Exercise directions: Search the entries below for the word "Chaniac" and copy each line that has it.

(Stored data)
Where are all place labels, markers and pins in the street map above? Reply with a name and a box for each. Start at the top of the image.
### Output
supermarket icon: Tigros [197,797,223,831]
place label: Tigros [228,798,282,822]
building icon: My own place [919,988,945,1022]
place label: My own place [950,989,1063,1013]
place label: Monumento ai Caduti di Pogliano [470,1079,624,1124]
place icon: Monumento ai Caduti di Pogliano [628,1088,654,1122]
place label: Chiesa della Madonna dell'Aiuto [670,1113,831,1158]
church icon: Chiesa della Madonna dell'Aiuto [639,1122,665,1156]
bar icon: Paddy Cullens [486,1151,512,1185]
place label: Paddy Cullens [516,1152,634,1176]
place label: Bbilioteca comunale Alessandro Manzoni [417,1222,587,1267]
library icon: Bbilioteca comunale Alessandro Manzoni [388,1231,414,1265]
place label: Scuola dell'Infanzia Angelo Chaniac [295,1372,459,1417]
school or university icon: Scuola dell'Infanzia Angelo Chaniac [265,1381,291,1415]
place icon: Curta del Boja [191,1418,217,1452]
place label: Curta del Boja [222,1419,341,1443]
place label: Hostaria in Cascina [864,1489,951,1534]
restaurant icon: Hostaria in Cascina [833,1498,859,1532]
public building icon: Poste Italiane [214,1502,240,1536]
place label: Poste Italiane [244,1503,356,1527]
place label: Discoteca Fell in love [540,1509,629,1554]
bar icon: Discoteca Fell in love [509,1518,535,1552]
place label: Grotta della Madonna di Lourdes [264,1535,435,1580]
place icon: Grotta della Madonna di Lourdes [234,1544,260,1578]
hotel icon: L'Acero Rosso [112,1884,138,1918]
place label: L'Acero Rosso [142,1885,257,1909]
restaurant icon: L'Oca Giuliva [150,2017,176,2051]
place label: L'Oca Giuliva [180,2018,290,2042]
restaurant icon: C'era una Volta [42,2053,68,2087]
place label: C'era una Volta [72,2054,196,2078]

Response area:
place label: Scuola dell'Infanzia Angelo Chaniac [295,1372,459,1417]
school or university icon: Scuola dell'Infanzia Angelo Chaniac [265,1381,291,1415]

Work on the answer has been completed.